■ Required action ■
From the first line to the last, print the records exactly, leaving out the pictures.

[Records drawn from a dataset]

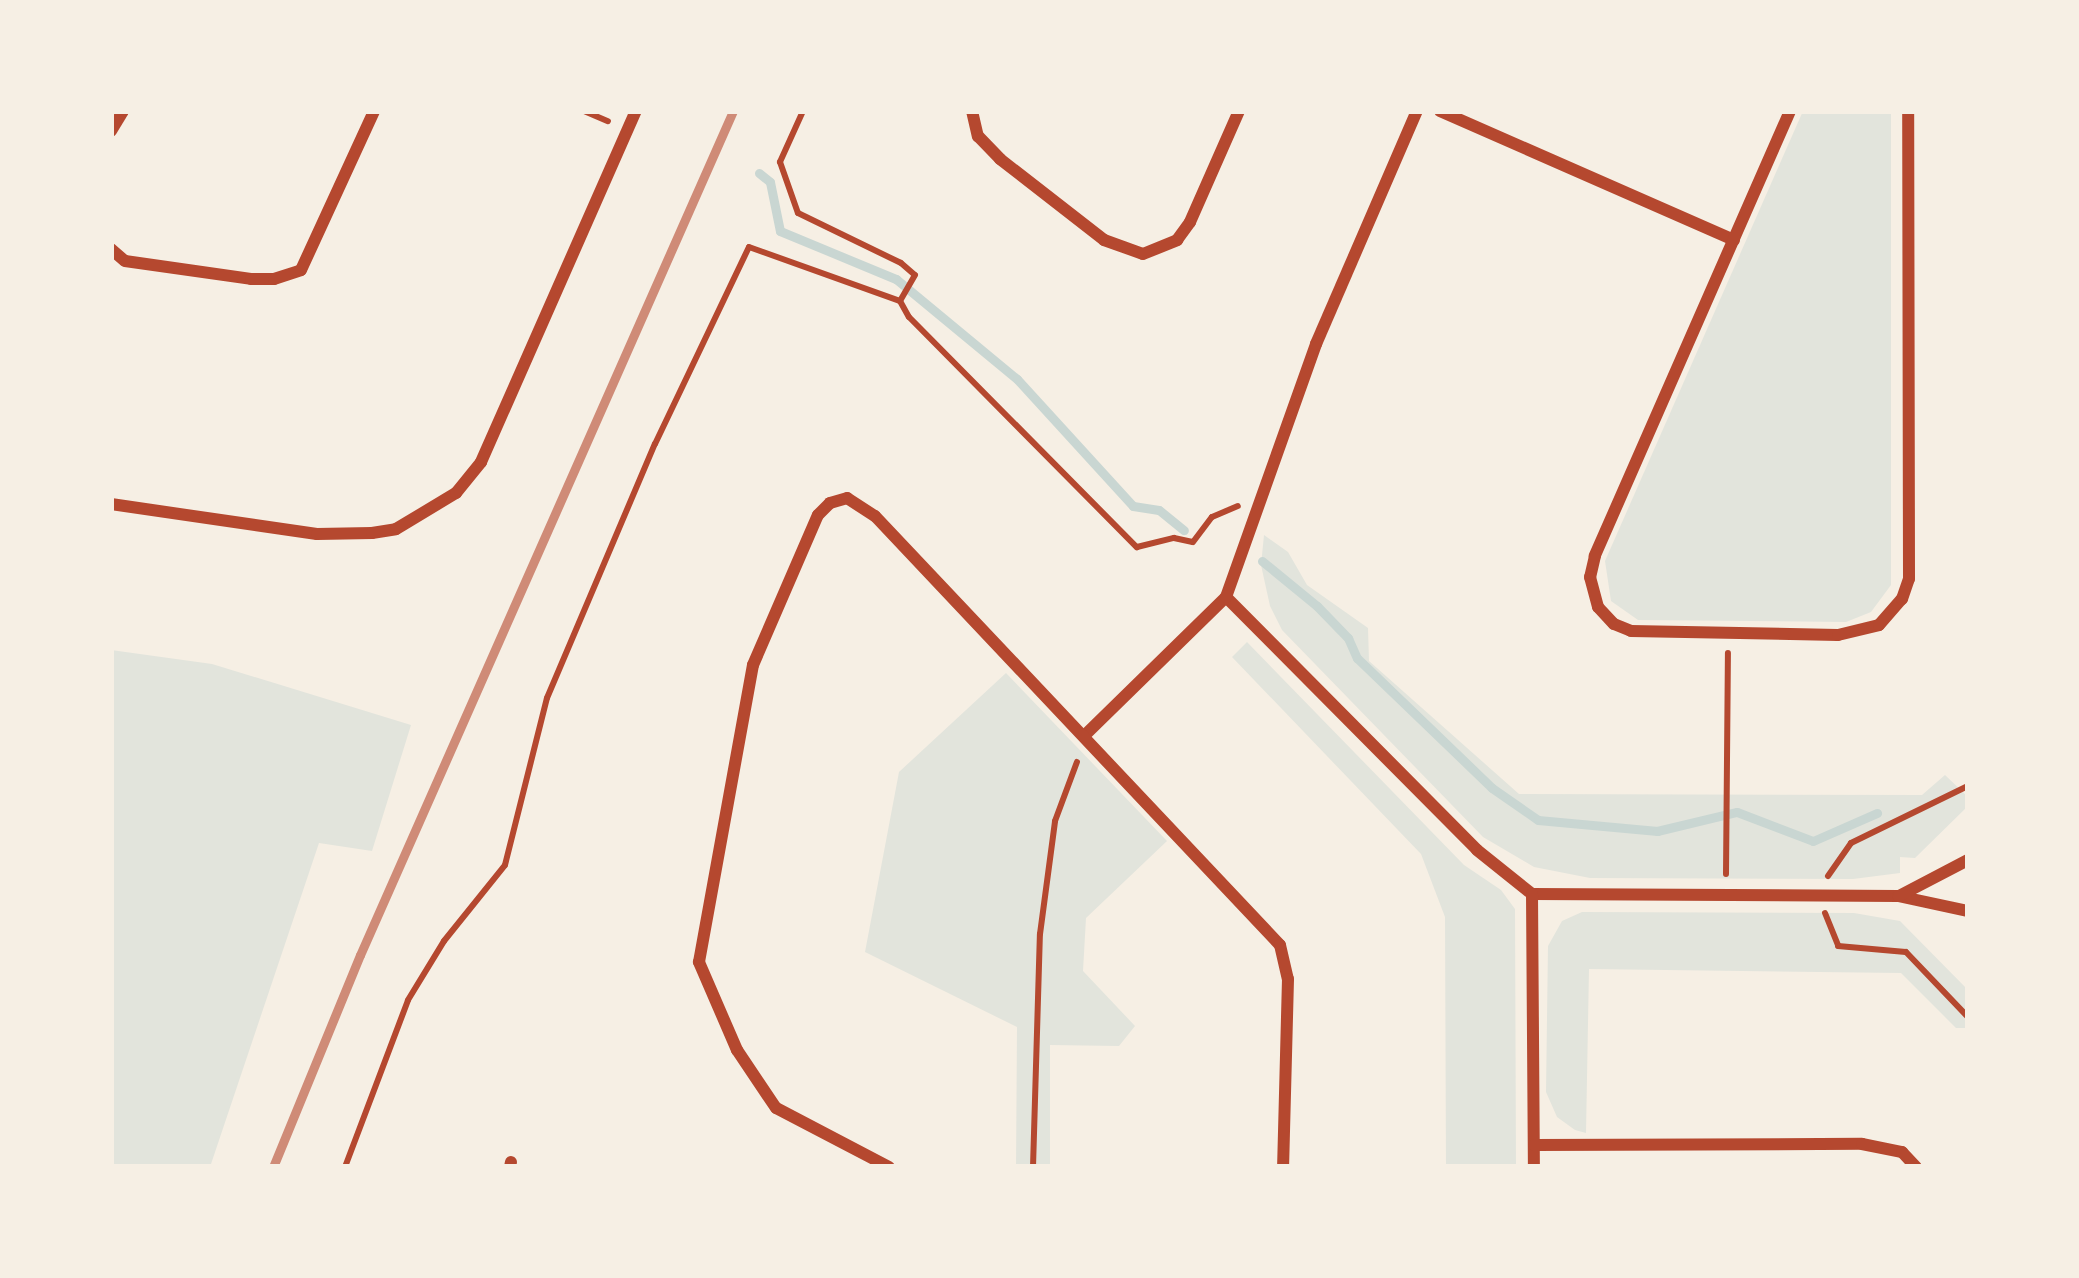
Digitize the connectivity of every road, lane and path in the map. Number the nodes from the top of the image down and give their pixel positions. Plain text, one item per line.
1 (123, 111) edge
2 (374, 111) edge
3 (637, 111) edge
4 (802, 111) edge
5 (972, 111) edge
6 (1239, 111) edge
7 (1417, 111) edge
8 (1440, 111) edge
9 (1790, 111) edge
10 (1908, 111) edge
11 (111, 131) edge
12 (1734, 240) junction
13 (111, 249) edge
14 (903, 297) junction
15 (111, 503) edge
16 (1258, 515) junction
17 (1226, 597) junction
18 (1729, 634) junction
19 (1085, 735) junction
20 (1968, 860) edge
21 (1532, 894) junction
22 (1726, 895) junction
23 (1898, 896) junction
24 (1968, 911) edge
25 (1534, 1145) junction
26 (345, 1167) edge
27 (889, 1167) edge
28 (1033, 1167) edge
29 (1282, 1167) edge
30 (1534, 1167) edge
31 (1916, 1167) edge

1 - 11 street
2 - 13 street
3 - 15 street
4 - 14 path
5 - 6 street
7 - 16 street
8 - 12 street
9 - 12 street
10 - 18 street
12 - 18 street
14 - 16 path
14 - 26 path
16 - 17 street
17 - 19 street
17 - 21 street
18 - 22 path
19 - 27 street
19 - 28 path
19 - 29 street
20 - 23 street
21 - 22 street
21 - 25 street
22 - 23 street
23 - 24 street
25 - 30 street
25 - 31 street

■ Response to the task ■
Digitize the connectivity of every road, lane and path in the map. Number the nodes from the top of the image down and give their pixel positions. Plain text, one item per line.
1 (123, 111) edge
2 (374, 111) edge
3 (637, 111) edge
4 (802, 111) edge
5 (972, 111) edge
6 (1239, 111) edge
7 (1417, 111) edge
8 (1440, 111) edge
9 (1790, 111) edge
10 (1908, 111) edge
11 (111, 131) edge
12 (1734, 240) junction
13 (111, 249) edge
14 (903, 297) junction
15 (111, 503) edge
16 (1258, 515) junction
17 (1226, 597) junction
18 (1729, 634) junction
19 (1085, 735) junction
20 (1968, 860) edge
21 (1532, 894) junction
22 (1726, 895) junction
23 (1898, 896) junction
24 (1968, 911) edge
25 (1534, 1145) junction
26 (345, 1167) edge
27 (889, 1167) edge
28 (1033, 1167) edge
29 (1282, 1167) edge
30 (1534, 1167) edge
31 (1916, 1167) edge

1 - 11 street
2 - 13 street
3 - 15 street
4 - 14 path
5 - 6 street
7 - 16 street
8 - 12 street
9 - 12 street
10 - 18 street
12 - 18 street
14 - 16 path
14 - 26 path
16 - 17 street
17 - 19 street
17 - 21 street
18 - 22 path
19 - 27 street
19 - 28 path
19 - 29 street
20 - 23 street
21 - 22 street
21 - 25 street
22 - 23 street
23 - 24 street
25 - 30 street
25 - 31 street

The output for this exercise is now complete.